Natick center in 1926 was the place to be. It was the commercial hub of the community and the center of government offices albeit the location of the latter necessitated visiting several buildings on and off Main Street.
Natick’s airport was located on the site of the present Cognex Company on the north side of the Worcester Turnpike, as Route 9 was then known. The US Government closed it in early 1942 fearful of its possible use by our enemies. The site of todays Natick Mall was the filter bed where a natural process for the decay of sewage took place
Rotary International struggled with the issue of allowing women to be members commencing in 1950. A US Supreme Court decision in 1987
ruled that the organization had to admit women as full-fledged members.
Judith D’Antonio, current member, became the first women to be enrolled in our Club. Seven women now participate in our Club as members; seven women have served as president since 1996: Sue Kerrisey, Angela Matzilivich, the late Paula Polk, Tobe Gerard, Jillian Vorce, Judy Shea and current president Trish Kelley.
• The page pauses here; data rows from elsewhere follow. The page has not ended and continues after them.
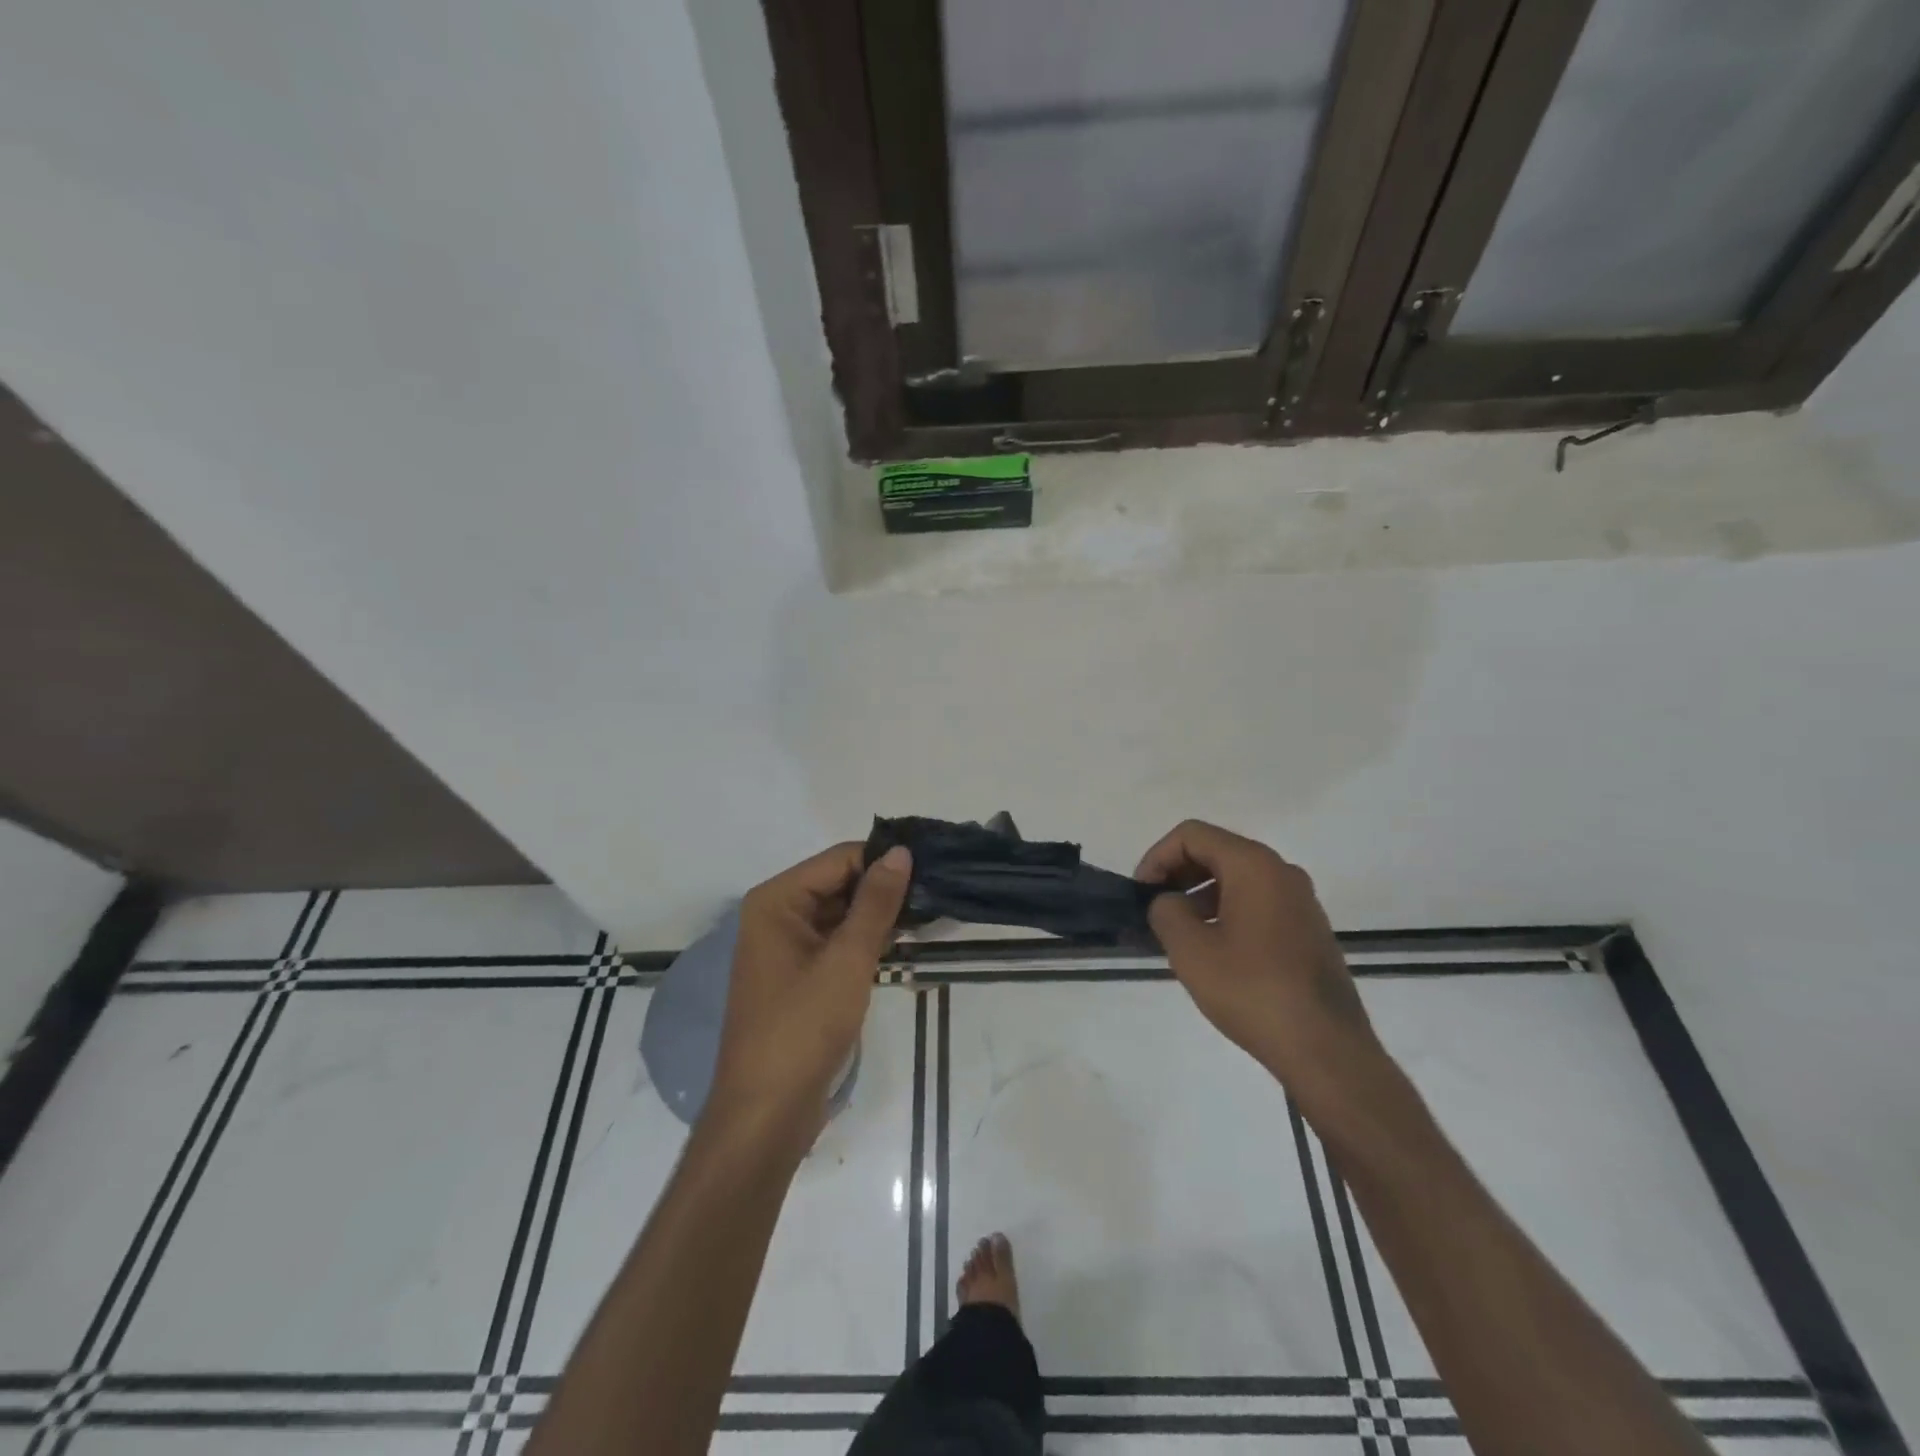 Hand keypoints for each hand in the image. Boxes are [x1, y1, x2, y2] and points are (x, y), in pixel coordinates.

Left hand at [707, 844, 911, 1139]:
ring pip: (841, 914)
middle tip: (936, 898)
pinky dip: (866, 942)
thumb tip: (900, 851)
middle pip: (839, 883)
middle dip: (884, 891)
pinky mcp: (798, 975)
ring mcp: (785, 946)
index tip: (932, 870)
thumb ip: (877, 902)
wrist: (767, 1113)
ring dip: (879, 918)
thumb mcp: (847, 959)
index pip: (840, 859)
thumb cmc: (803, 1027)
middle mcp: (776, 914)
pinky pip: (836, 942)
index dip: (884, 862)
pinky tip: (902, 948)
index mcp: (776, 900)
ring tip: (928, 920)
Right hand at [1137, 821, 1378, 1099]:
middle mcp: (1282, 872)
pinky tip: (1213, 951)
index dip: (1157, 857)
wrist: (1326, 1050)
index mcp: (1254, 865)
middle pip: (1216, 851)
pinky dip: (1226, 912)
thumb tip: (1167, 902)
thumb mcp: (1190, 950)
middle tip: (1153, 910)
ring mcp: (1301, 901)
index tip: (1140, 894)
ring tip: (1178, 934)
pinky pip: (1257, 903)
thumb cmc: (1252, 991)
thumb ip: (1166, 911)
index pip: (1192, 835)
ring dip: (1200, 896)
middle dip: (1177, 874)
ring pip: (1237, 879)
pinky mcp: (1309, 930) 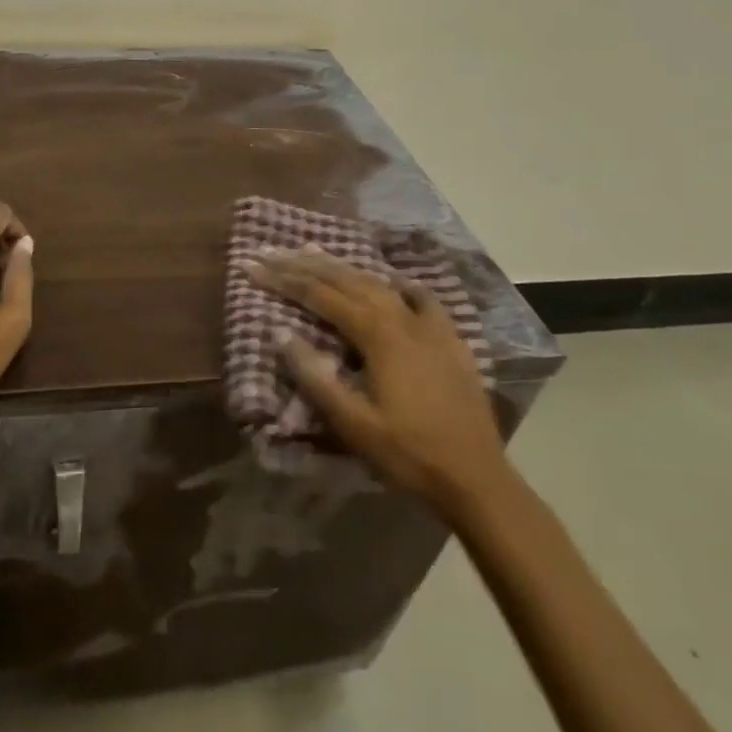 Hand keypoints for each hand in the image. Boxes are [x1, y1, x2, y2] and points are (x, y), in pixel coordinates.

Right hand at [247, 247, 507, 510]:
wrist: (478, 479)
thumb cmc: (409, 454)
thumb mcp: (353, 424)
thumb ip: (315, 377)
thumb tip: (280, 333)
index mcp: (377, 335)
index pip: (320, 295)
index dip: (284, 279)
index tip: (254, 265)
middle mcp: (402, 318)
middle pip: (347, 280)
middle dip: (306, 264)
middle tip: (273, 252)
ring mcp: (430, 326)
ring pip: (379, 283)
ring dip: (344, 268)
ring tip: (316, 252)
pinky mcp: (450, 340)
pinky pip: (421, 299)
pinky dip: (399, 285)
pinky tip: (393, 280) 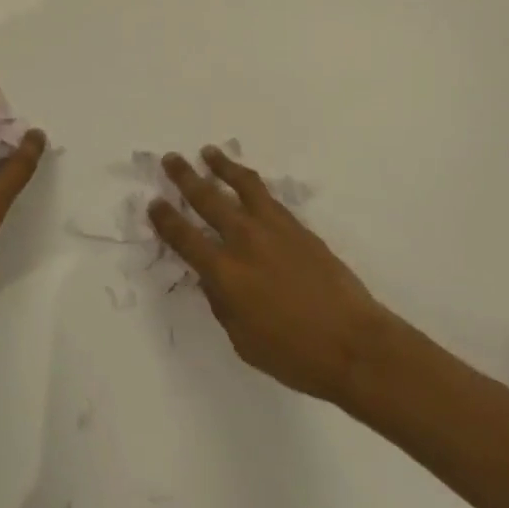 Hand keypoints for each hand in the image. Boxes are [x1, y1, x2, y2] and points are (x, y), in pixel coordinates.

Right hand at [150, 147, 389, 401]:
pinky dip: (250, 182)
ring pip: (240, 185)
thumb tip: (211, 278)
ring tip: (208, 152)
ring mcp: (272, 228)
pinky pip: (266, 195)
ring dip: (220, 166)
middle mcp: (243, 241)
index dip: (166, 219)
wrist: (354, 344)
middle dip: (185, 177)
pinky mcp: (296, 225)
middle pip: (207, 199)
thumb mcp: (244, 341)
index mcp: (225, 273)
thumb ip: (222, 304)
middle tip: (171, 159)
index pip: (185, 238)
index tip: (154, 203)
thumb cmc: (294, 355)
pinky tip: (246, 179) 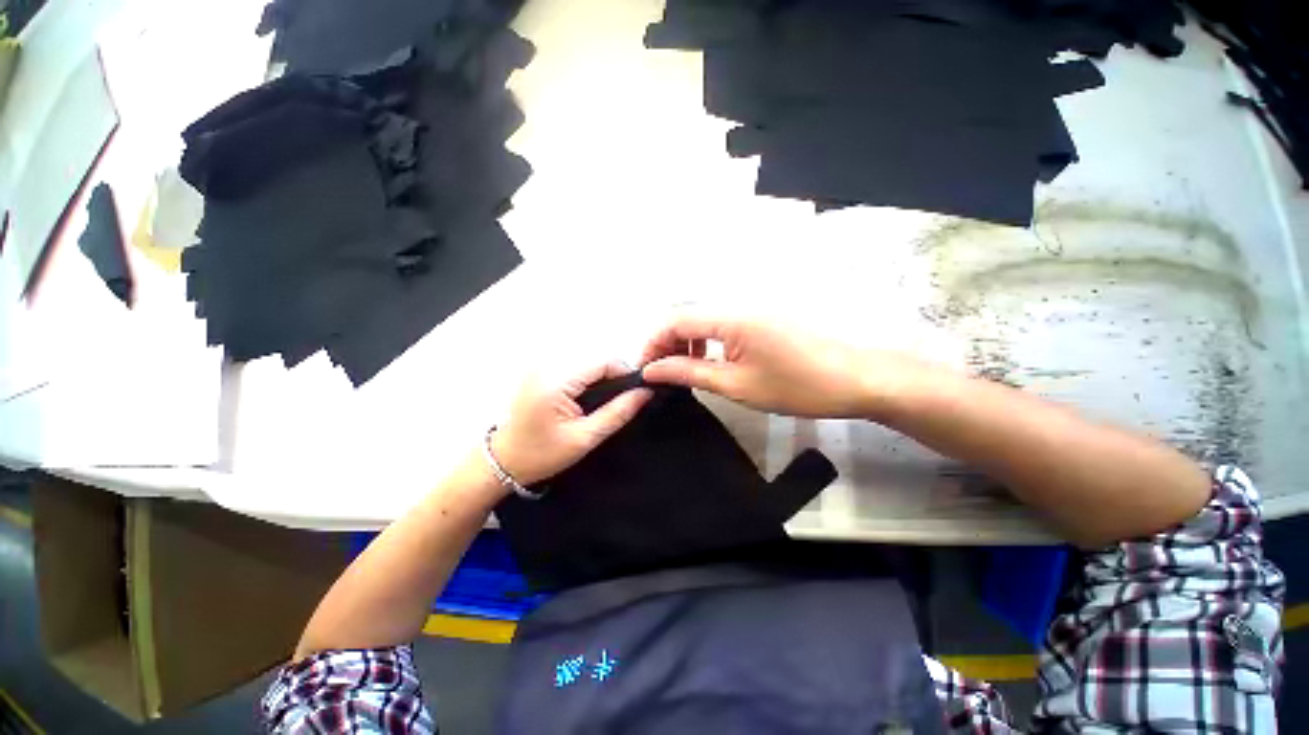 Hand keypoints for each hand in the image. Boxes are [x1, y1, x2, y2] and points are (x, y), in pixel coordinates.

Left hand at [491, 362, 652, 485]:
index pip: (603, 361)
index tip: (638, 390)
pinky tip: (591, 396)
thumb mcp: (585, 438)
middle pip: (595, 358)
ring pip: (587, 361)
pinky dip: (588, 377)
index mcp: (556, 380)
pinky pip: (574, 366)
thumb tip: (644, 394)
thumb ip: (617, 413)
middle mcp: (547, 366)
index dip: (625, 372)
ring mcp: (541, 366)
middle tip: (625, 399)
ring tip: (609, 400)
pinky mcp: (540, 371)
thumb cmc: (541, 454)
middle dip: (614, 375)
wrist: (502, 461)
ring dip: (602, 376)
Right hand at [639, 315, 922, 418]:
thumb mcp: (735, 385)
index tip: (645, 370)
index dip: (652, 342)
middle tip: (661, 374)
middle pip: (687, 316)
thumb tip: (653, 370)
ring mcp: (751, 310)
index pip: (674, 319)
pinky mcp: (761, 318)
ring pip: (703, 319)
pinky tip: (709, 360)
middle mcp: (737, 305)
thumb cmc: (796, 386)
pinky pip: (721, 324)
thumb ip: (690, 373)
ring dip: (686, 341)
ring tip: (683, 370)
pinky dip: (707, 340)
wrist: (854, 379)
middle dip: (667, 342)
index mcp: (730, 317) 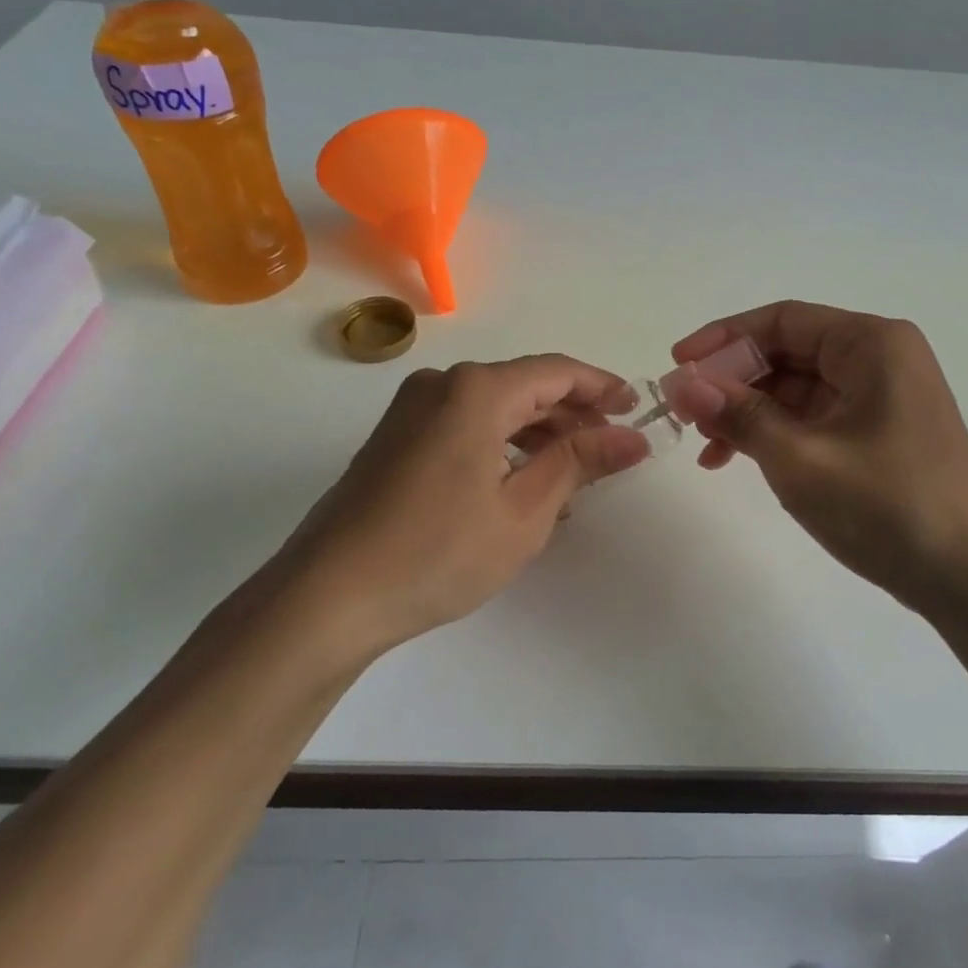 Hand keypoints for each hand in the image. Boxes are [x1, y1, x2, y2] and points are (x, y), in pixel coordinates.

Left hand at [269, 356, 650, 653]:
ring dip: (538, 433)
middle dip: (573, 414)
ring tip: (575, 474)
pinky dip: (502, 445)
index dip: (602, 387)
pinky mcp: (395, 439)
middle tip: (613, 446)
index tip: (637, 409)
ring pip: (493, 408)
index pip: (556, 372)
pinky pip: (464, 426)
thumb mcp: (524, 511)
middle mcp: (442, 385)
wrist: (330, 596)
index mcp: (476, 391)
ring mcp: (411, 411)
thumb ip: (580, 464)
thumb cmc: (439, 553)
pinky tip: (522, 483)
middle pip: (524, 386)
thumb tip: (632, 438)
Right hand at [669, 302, 967, 611]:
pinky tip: (740, 460)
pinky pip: (813, 418)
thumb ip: (738, 415)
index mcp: (871, 344)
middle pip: (787, 352)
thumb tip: (681, 384)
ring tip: (707, 447)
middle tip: (685, 413)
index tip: (677, 366)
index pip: (782, 321)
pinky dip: (775, 434)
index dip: (723, 339)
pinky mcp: (877, 433)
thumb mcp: (800, 458)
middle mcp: (878, 359)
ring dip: (748, 412)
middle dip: (733, 381)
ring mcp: (880, 397)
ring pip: (795, 389)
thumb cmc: (888, 506) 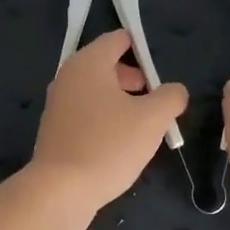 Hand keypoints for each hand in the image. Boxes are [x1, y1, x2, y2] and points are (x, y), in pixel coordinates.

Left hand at [27, 29, 186, 223]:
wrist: (60, 190)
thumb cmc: (108, 145)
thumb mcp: (152, 119)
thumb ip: (170, 97)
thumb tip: (175, 90)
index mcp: (89, 63)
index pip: (117, 39)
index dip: (142, 47)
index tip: (162, 68)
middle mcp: (68, 76)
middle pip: (106, 64)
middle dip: (133, 77)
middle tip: (155, 98)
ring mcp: (57, 103)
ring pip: (95, 90)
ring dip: (120, 100)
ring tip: (142, 123)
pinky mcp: (54, 129)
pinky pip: (85, 112)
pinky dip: (103, 118)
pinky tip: (119, 143) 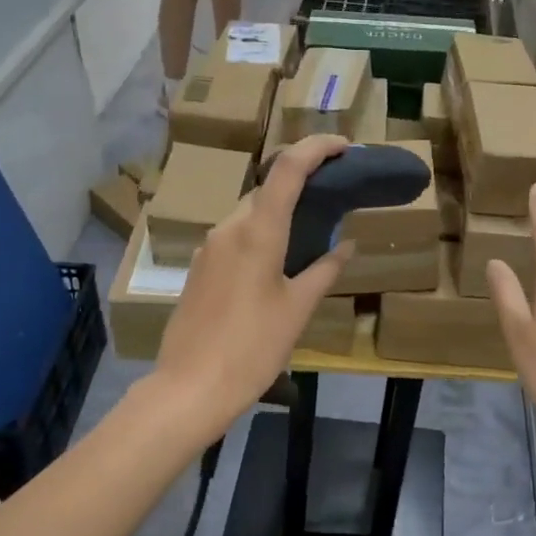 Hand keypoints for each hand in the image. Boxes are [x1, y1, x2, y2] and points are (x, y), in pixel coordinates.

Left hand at [152, 135, 353, 442]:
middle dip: (303, 182)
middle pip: (269, 189)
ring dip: (282, 210)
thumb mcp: (298, 309)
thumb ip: (324, 269)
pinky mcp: (201, 267)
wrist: (190, 388)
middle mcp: (228, 228)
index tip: (346, 146)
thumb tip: (345, 245)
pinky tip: (280, 259)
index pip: (288, 168)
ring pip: (251, 212)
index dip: (317, 148)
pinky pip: (237, 235)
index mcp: (257, 232)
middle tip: (336, 194)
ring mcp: (209, 247)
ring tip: (313, 228)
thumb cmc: (252, 348)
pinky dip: (263, 232) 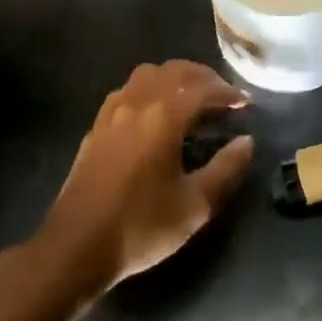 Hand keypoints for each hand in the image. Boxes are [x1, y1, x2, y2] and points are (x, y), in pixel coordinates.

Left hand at [38, 60, 254, 293]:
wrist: (75, 249)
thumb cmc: (140, 227)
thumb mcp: (194, 206)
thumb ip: (225, 169)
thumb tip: (246, 142)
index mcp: (164, 116)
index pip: (203, 89)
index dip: (228, 93)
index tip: (245, 104)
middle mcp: (138, 103)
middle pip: (175, 71)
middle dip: (203, 77)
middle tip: (222, 96)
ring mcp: (112, 112)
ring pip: (147, 74)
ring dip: (173, 77)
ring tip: (189, 97)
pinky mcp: (96, 127)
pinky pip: (127, 91)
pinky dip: (148, 89)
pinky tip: (153, 113) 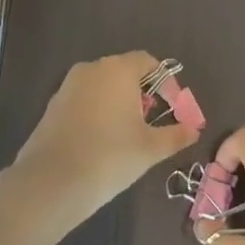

Over the years, the Club has created a variety of fund raising activities: the Business-Industrial Show, the Penny Sale, the innumerable car raffles at the old Natick Mall, art auctions, casino nights, the July 4th circuses with the crowd-attracting tent raising by the elephants, carnivals, golf tournaments and our most recent venture the Tour de Natick. Can you imagine the fun we had selling circus tickets to families in the weeks before the 4th and watching the faces of the children glow with anticipation.
Every dollar raised has gone to sponsor a host of community efforts: scholarships for Natick high School students commencing in 1945, the Natick Service Council, Camp Arrowhead, VNA, caring for families in need, youths in need, international programs in Uganda and polio eradication in the Middle East and on and. We have existed as an organization to SERVE.
There are many initiatives that the leadership of this Club has supported over the last several years. As examples: The Embrace A Family Program, the INTERACT CLUBS AT KENNEDY MIDDLE SCHOOL AND NHS; the involvement with food pantries in town; the Open Door; Visitations to town located nursing homes; the Friends of Rotary program; Make a Difference Program for students at middle and high school to name a few. THIS CLUB MAY BE CELEBRATING ITS NINETIETH BIRTHDAY BUT IT IS NOT SUFFERING FROM ANY AFFLICTION OF OLD AGE. Its ever-increasing youthfulness prevents its arteries from becoming sclerotic.
AND WE HAVE BEEN ALWAYS ON THE MOVE: Explorers of sorts
Across the decades, the Club has moved its meeting sites to a variety of locations. Early on the Club met in Bailey’s Inn in South Natick Square. It had three other meeting sites including the now Debsan Building during the twenties and thirties. A photo taken in the forties indicates the Walnut Hill School was a site. In the 1960s, Ken’s Steak House accommodated the Club. The Natick Congregational Church, the Hampton Inn on Route Nine, the auditorium of the Leonard Morse Hospital, and the Dolphin Restaurant, followed that location.
We celebrated our anniversaries as follows:
25th year at the Maridor Restaurant in Framingham, now gone
40th year at the Walnut Hill School in Natick thriving after 123 years
50th year at the Chateau de Ville in Framingham, now gone.
75th year at the Crowne Plaza in Natick, now the Verve.
The next decade for Rotary International and the Rotary Club of Natick will be one continuous period of change. There will be contention and conflict within the organization as it faces new challenges. These changes will be driven by changes in the larger societies and cultures of the world.
This Club has weathered well the many societal changes. It will continue to do so and in 2026 celebrate its 100th birthday.
Consider this epigram as a simple but sincere salute to the past and recognition of the internal strength of the Rotary Club of Natick.
Membership like sea’s tide ebbs and flows,
Club’s roots in contrast stronger grow.